Dodge voiced her support for the creation of more safe spaces. However, she raised doubt over whether defunding the school’s police department was necessary to realize that goal. There are other ways to budget for that, she said.
“I don’t think it’s a zero sum game,” she said, adding that she wants police officers at the university to be able to afford living in the community. “I want police who are invested, police who see me as their neighbor, not as some pain and not some problem they have to deal with.”
Conway also called on the university to diversify both its faculty and student bodies. Last fall, Black students made up just over 11 percent of the university’s freshman class — an increase from 7.3 percent in fall 2018, the lowest proportion since the university started to keep track of the statistic in 1992.
“I want to be able to walk around within this significantly diverse university and be able to see someone that has within some sort of likeness as me,” Conway said.
Dodge agreed with Conway, saying that increasing the diversity of both the student and faculty body, as well as making sure that everyone feels respected at the university, is one of the issues most important to her.
The drop in Black student enrollment happened just over a year after Collins’ murder — an incident that Dodge said would make her hesitate sending her own child to the university.
Moving forward, she said, the university has to acknowledge its past to make both Black students feel safe in enrolling at this university. And, she said, it must prioritize recruiting Black faculty.
“We need to make sure that this is an attractive place for Black faculty to be, so that they will come here and also so that they will stay here,” she said.
One of the group’s most sweeping demands is for the university to divest from Maryland Correctional Enterprises — the state’s prison labor arm.
Last month, university students started a petition calling for the University System of Maryland to cease purchasing furniture built by those incarcerated in the state’s prisons. Since then, more than 7,000 people have signed on in support.
According to the MCE report for fiscal year 2019, incarcerated people employed in the state made as little as 17 cents an hour — well below the state’s minimum wage of $11. Furthermore, the majority of the state’s prison system is Black, at more than 70 percent as of July 2018. With Black people only making up 31 percent of Maryland’s population, the state’s prison system has the highest racial disparity in the country, according to a November 2019 Justice Policy Institute report.

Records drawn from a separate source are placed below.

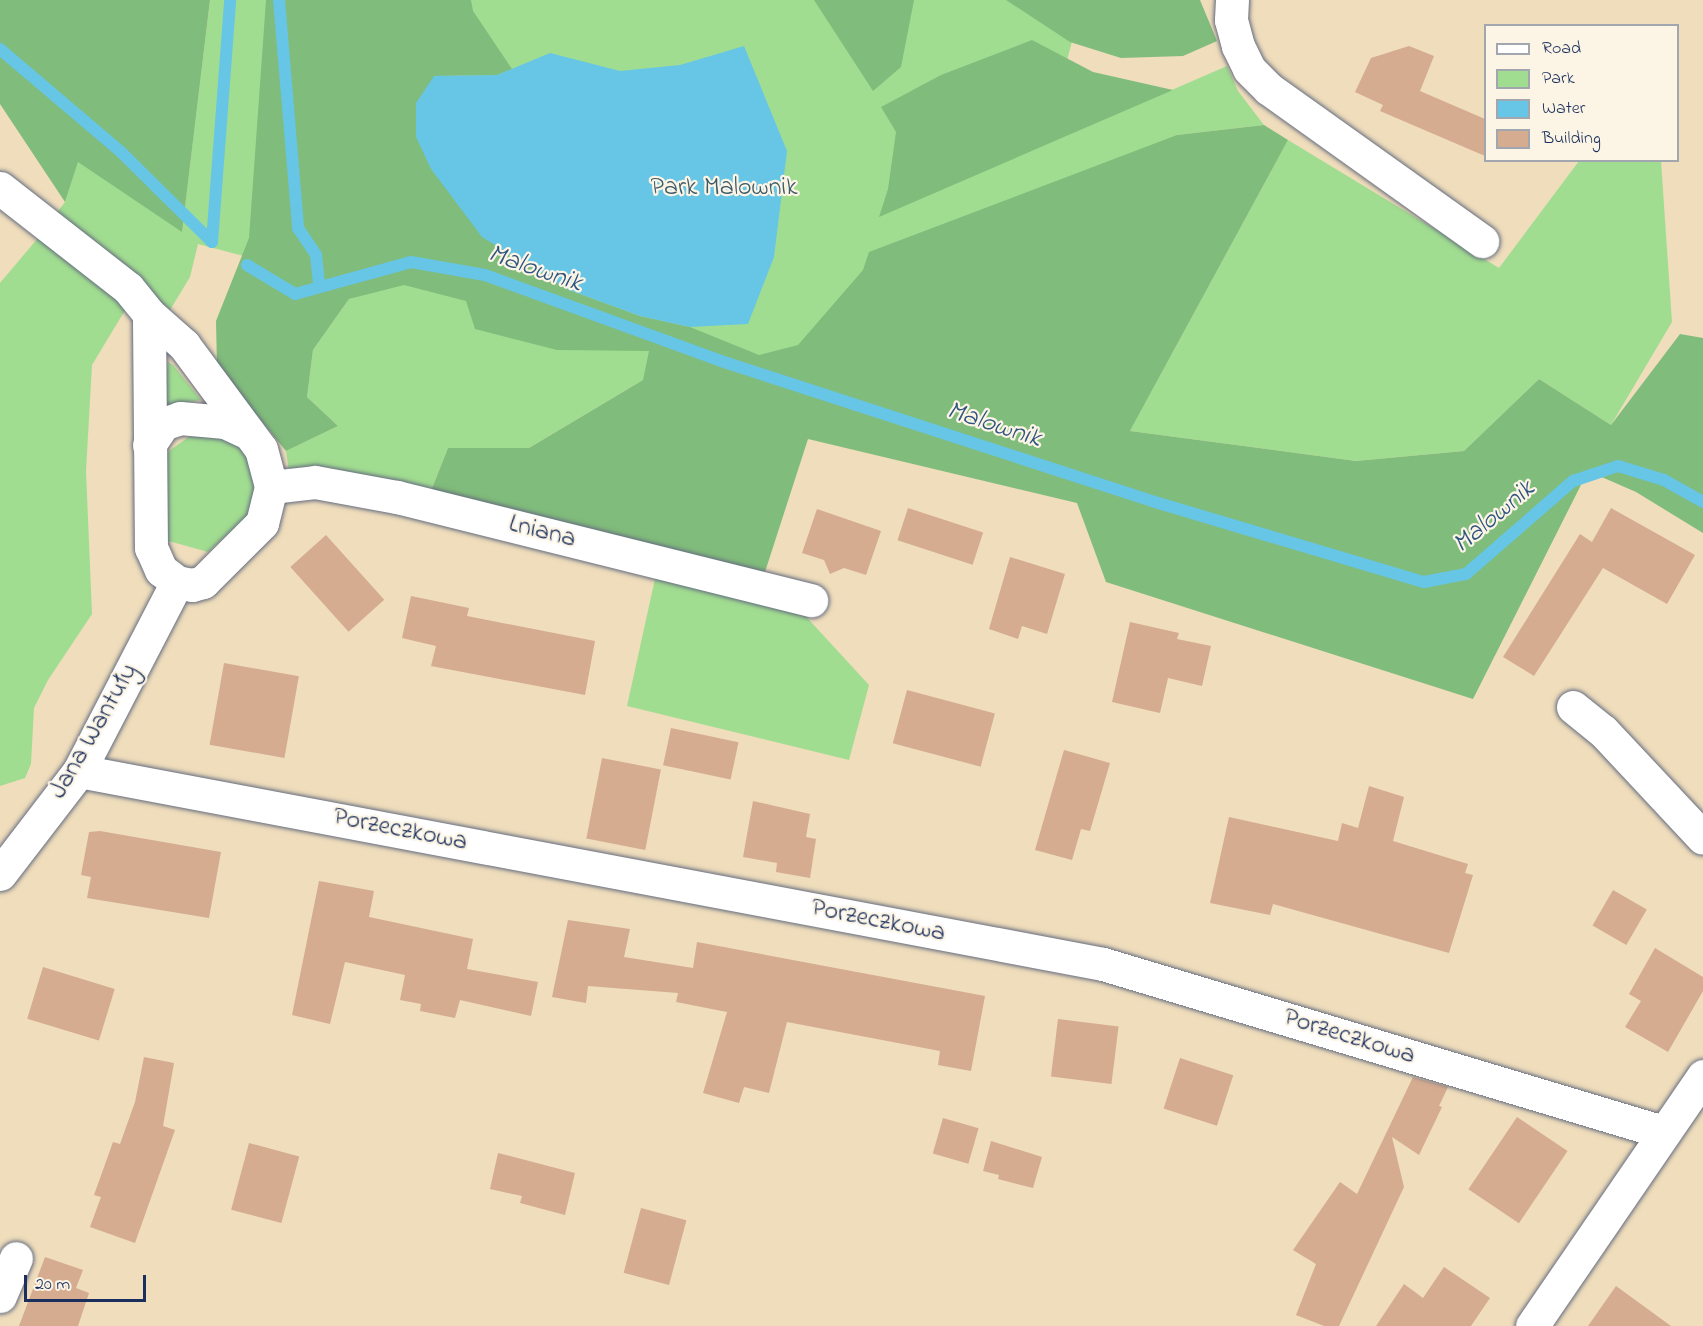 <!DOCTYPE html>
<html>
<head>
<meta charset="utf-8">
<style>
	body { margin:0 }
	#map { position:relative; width:1703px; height:1326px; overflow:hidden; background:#efddbc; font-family:"Indie Flower",sans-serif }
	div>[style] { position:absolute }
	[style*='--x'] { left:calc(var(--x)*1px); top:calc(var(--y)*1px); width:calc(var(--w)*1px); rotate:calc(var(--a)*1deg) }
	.green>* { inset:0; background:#a1dd91 }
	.forest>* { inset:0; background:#80bc7b }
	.water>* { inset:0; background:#67c5e5 }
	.stream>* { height:12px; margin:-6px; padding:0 6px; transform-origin:6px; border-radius:6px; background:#67c5e5 }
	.building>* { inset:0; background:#d5ac90; transform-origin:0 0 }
	.roads { filter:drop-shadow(0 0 2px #656c7f) drop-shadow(0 0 2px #656c7f) }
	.minor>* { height:33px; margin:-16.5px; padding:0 16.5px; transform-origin:16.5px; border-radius:16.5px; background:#fff }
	span { translate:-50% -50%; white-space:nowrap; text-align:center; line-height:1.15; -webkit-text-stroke:4.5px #fcf5e5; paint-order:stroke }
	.park-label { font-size:26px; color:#3c5a6b }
	.street-label { font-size:26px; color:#1b2f5e }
	.water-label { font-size:27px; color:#2e5480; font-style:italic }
	.legend { position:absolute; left:1484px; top:24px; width:195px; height:138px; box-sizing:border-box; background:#fcf5e5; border:2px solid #a2a6af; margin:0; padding:8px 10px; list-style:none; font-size:18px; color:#1b2f5e }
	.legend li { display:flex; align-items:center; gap:12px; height:30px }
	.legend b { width:30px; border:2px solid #a2a6af }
	.scale { position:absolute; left:24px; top:1275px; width:122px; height:27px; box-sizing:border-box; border:3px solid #1b2f5e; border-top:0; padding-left:8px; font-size:18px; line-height:21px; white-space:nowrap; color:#1b2f5e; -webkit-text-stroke:4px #fcf5e5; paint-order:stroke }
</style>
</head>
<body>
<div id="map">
	<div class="green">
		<i style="clip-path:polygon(210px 0,1077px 0,1082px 3px,1045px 145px,1227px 66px,1238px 91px,1264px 125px,1177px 135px,840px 415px,643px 380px,529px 448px,448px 448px,431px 491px,289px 471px,286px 451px,338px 426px,307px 397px,313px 350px,349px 299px,377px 291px,198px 244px,190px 277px,170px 310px,55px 215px,65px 202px,78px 161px,182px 231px)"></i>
		<i style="clip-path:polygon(1288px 140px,1499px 268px,1579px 161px,1661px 161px,1672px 322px,1611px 425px,1539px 379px,1464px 451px,1356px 461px,1130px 431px)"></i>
		<i style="clip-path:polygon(38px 238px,127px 307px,92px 365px,86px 471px,92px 614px,48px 680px,34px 708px,31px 764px,25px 778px,0 786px,0 283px)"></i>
		<i style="clip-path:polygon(168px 362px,173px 365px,201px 400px,163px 407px)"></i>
		<i style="clip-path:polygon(197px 431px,233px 439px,247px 451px,258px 482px,246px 518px,208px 552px,165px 540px,159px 470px,169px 451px)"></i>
		<i style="clip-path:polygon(662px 547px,765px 572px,869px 685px,849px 760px,627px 706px)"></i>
	</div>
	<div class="forest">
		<i style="clip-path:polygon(0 0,210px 0,182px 232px,78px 162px,65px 202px,0 104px)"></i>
		<i style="clip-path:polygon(266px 0,471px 0,473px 11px,512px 69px,497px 75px,434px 76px,569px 290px,640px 316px,690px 327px,759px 355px,798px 345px,863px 270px,869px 252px,1177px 135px,1264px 125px,1288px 140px,1130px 431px,1356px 461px,1464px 451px,1539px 379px,1611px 425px,1680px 334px,1703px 338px,1703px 533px,1636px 492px,1588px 471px,1473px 699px,1106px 582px,1077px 503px,808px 439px,765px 572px,431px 491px,448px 448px,529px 448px,643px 380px,649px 351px,557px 350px,475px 329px,466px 301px,404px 285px,349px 299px,313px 350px,307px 397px,338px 426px,286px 451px,217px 367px,216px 321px,249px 238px)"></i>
		<i style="clip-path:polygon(814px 0,914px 0,901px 67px,873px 91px)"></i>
		<i style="clip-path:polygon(1006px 0,1200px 0,1217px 41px,1183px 56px,1121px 58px,1070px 42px)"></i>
		<i style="clip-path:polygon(1032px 40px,1093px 72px,1173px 90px,879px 217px,888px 189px,896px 132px,881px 107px,941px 75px)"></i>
	</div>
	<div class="water">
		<i style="clip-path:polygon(744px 46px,787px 151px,774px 257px,748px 324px,690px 327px,640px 316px,569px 290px,482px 237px,431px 169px,416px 137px,416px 103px,434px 76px,497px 75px,550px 53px,620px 71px,680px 65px)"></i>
	</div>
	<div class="stream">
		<i style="--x:279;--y:0;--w:229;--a:85.2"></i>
		<i style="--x:298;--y:228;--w:32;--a:56"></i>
		<i style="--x:316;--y:255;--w:31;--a:84"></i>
		<i style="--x:0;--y:49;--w:159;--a:40.4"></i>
		<i style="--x:121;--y:152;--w:128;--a:44.7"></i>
		<i style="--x:212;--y:242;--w:243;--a:-85.7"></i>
		<i style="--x:247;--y:265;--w:56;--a:31.1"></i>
		<i style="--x:295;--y:294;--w:120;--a:-15.4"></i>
		<i style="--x:411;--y:262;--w:75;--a:10"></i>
		<i style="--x:485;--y:275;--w:251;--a:20"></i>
		<i style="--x:721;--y:361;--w:456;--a:18"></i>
		<i style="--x:1155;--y:502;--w:281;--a:16.6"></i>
		<i style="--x:1424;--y:582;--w:43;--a:-10.8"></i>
		<i style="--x:1466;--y:574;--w:142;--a:-41"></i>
		<i style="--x:1573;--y:481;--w:47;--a:-18.4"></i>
		<i style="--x:1618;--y:466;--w:48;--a:16.9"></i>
		<i style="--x:1664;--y:480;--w:45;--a:29.4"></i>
	</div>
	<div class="building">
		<i style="clip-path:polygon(1409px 46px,1434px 56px,1420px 91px,1485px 119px,1485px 156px,1380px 111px,1383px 105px,1355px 92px,1371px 58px)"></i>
		<i style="left:908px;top:508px;width:79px;height:34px;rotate:18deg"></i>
		<i style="clip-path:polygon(1611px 508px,1695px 555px,1667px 604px,1603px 568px,1534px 676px,1503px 657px,1580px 534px,1592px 542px)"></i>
		<i style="clip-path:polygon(817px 509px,881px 531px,866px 575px,844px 568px,830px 574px,824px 560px,802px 553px)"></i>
		<i style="left:326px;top:535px;width:87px;height:48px;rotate:48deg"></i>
		<i style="clip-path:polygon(1010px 557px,1065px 574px,1047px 634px,1022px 626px,1018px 639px,989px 629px)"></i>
		<i style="clip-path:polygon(411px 596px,469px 608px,467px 616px,595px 641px,585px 695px,431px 666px,436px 646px,402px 638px)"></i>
		<i style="clip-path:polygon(1130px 622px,1179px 633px,1177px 639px,1211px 646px,1202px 686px,1168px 678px,1160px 713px,1112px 702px)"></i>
		<i style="left:224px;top:663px;width:76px;height:83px;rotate:10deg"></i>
		<i style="left:907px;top:690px;width:91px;height:55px;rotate:15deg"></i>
		<i style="left:671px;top:728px;width:69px;height:38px;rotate:12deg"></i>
		<i style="clip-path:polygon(1064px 750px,1110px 763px,1090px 831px,1081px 829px,1072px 860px,1035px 850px)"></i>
		<i style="left:602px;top:758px;width:60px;height:82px;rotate:11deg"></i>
		<i style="clip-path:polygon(1369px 786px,1404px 797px,1393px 841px,1468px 864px,1465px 873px,1473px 875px,1449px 953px,1273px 904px,1270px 915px,1210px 903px,1229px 817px,1338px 841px,1342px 823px,1358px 828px)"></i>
		<i style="clip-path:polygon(753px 801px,810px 814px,806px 837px,816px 839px,810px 878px,776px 872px,777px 863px,743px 857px)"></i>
		<i style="clip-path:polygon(100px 831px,221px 852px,209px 918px,87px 898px,91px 877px,81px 875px,89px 832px)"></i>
		<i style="clip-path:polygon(319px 881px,374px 891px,369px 917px,473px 939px,467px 969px,538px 982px,531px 1016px,460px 1000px,455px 1018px,420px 1011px,421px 1004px,400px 1000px,405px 975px,345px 962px,330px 1024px,292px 1015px)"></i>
		<i style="left:1613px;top:890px;width:39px;height:41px;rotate:30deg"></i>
		<i style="clip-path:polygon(568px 920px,630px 929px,624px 957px,693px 968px,697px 942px,985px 996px,971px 1071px,938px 1065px,940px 1051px,787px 1022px,769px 1093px,744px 1087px,739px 1103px,703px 1093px,727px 1012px,676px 1002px,678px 993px,588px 986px,586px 1003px,552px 997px)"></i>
		<i style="clip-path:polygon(1655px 948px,1703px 977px,1703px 991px,1668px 1052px,1625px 1027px,1641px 1001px,1629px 994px)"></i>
		<i style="left:43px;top:967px;width:75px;height:54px;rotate:17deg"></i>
		<i style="left:1058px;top:1019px;width:61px;height:58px;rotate:7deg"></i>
		<i style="clip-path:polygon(144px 1057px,174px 1063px,163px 1126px,175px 1130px,135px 1243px,90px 1227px,101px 1197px,94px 1195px,113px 1142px,120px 1144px,135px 1102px)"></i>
		<i style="left:1180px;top:1058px;width:56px;height:53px;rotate:18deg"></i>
		<i style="clip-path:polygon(1413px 1077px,1448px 1087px,1439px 1106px,1442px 1107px,1419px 1155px,1392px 1137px,1404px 1187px,1339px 1326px,1324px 1326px,1296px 1315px,1316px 1264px,1293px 1250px,1340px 1182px,1357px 1194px)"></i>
		<i style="left:1517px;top:1117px;width:61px;height:87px;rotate:34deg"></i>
		<i style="left:943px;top:1118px;width:37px;height:37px;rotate:16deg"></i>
		<i style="clip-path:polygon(991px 1141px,1042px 1157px,1033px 1188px,998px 1179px,999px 1175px,983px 1171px)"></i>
		<i style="left:249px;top:1143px;width:52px;height:69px;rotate:15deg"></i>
		<i style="clip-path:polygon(498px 1153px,575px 1173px,565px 1215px,520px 1203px,522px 1196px,490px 1189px)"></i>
		<i style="left:641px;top:1208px;width:47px;height:67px;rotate:15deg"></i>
		<i style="clip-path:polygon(45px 1257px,83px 1270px,76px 1288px,89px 1293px,78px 1326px,19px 1326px)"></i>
		<i style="clip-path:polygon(1444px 1267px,1490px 1298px,1471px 1326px,1376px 1326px,1404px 1284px,1423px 1298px)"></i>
		<i style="clip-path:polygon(1616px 1286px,1671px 1326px,1588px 1326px)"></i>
	</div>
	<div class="roads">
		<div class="minor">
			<i style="--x:1232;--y:0;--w:20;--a:93"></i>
			<i style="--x:1231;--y:20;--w:27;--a:75"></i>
			<i style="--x:1238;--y:46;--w:25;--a:64"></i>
			<i style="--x:1249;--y:69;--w:28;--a:45"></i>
			<i style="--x:1269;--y:89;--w:262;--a:35.5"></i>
			<i style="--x:0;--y:188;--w:162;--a:38"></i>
			<i style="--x:128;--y:288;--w:33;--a:51"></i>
			<i style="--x:149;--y:314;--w:47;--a:41.5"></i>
			<i style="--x:184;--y:345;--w:129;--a:53.5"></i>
			<i style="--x:261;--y:449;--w:39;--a:75"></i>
			<i style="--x:271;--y:487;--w:37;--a:104"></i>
			<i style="--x:262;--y:523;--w:83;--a:135"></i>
			<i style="--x:203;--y:582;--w:11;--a:165"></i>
			<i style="--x:192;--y:585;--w:15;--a:-169"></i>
			<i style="--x:177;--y:582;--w:20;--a:-143"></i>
			<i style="--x:161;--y:570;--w:24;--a:-114"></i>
			<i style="--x:151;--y:548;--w:234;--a:-90.5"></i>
			<i style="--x:149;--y:445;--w:25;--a:-56"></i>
			<i style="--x:163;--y:424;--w:18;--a:-19"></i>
			<i style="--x:180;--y:418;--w:45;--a:5.1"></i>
			<i style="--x:225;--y:422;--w:26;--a:25"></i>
			<i style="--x:271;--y:487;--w:44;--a:-6.5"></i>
			<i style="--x:315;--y:482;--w:83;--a:10.4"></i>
			<i style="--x:397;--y:497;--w:427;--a:14"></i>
			<i style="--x:1573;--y:707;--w:38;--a:39"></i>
			<i style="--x:1603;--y:731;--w:146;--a:46.9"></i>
			<i style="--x:79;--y:771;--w:1042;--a:10.67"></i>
			<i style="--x:1103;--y:964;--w:585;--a:16.7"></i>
			<i style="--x:0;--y:874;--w:130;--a:-52.5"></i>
			<i style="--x:79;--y:771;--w:213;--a:-62.6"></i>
			<i style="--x:0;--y:1296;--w:41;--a:-67.2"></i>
			<i style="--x:1532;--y:1326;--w:303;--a:-55.6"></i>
		</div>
	</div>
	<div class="park-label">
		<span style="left:724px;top:189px">Park Malownik</span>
	</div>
	<div class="street-label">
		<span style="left:542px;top:533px;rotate:14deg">Lniana</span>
		<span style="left:95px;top:732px;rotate:-60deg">Jana Wantuły</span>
		<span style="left:400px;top:831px;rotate:11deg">Porzeczkowa</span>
		<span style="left:878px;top:922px;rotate:11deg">Porzeczkowa</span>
		<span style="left:1349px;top:1038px;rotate:17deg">Porzeczkowa</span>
	</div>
	<div class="water-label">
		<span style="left:535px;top:269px;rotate:19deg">Malownik</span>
		<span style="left:994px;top:425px;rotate:18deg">Malownik</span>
		<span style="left:1494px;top:517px;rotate:-40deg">Malownik</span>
	</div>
	<ul class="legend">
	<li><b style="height:8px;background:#fff"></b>Road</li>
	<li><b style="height:16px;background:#a1dd91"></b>Park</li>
	<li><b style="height:16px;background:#67c5e5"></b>Water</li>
	<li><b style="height:16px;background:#d5ac90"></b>Building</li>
	</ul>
	<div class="scale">20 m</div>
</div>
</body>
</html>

Even though Dodge said the industrial prison complex is definitely an issue, she was unsure about the students’ calls for the university to stop buying university furniture from MCE. Doing away with the program entirely may do more damage to people behind bars, she said.
However, she said she supported demands for more transparency within the program.
“My suggestion would be to increase salaries to make this something so that people could support themselves in prison, be able to send money to folks outside of prison … to actually make it worthwhile,” she said.
Conway disagreed with Dodge, citing the necessity of abolishing prison labor as one of her top priorities.
“We have a moral obligation, where we need to make sure that prisoners aren’t being exploited and that they aren’t being mistreated,” Conway said.
In the past, university President Darryll Pines has also pointed out that it is state law for system schools to have contracts with MCE. Change to this relationship would have to be made legislatively, he said.
As dark clouds swept across McKeldin Mall and droplets of rain started to fall on those still in attendance, organizers wrapped up the teach-in, encouraging everyone there to follow them on social media and get involved with the movement.
“We want to make sure that everyone stays invested,” Conway said. “We want people to see how they can be continuously participating within this movement towards dismantling institutional racism and systemic oppression.”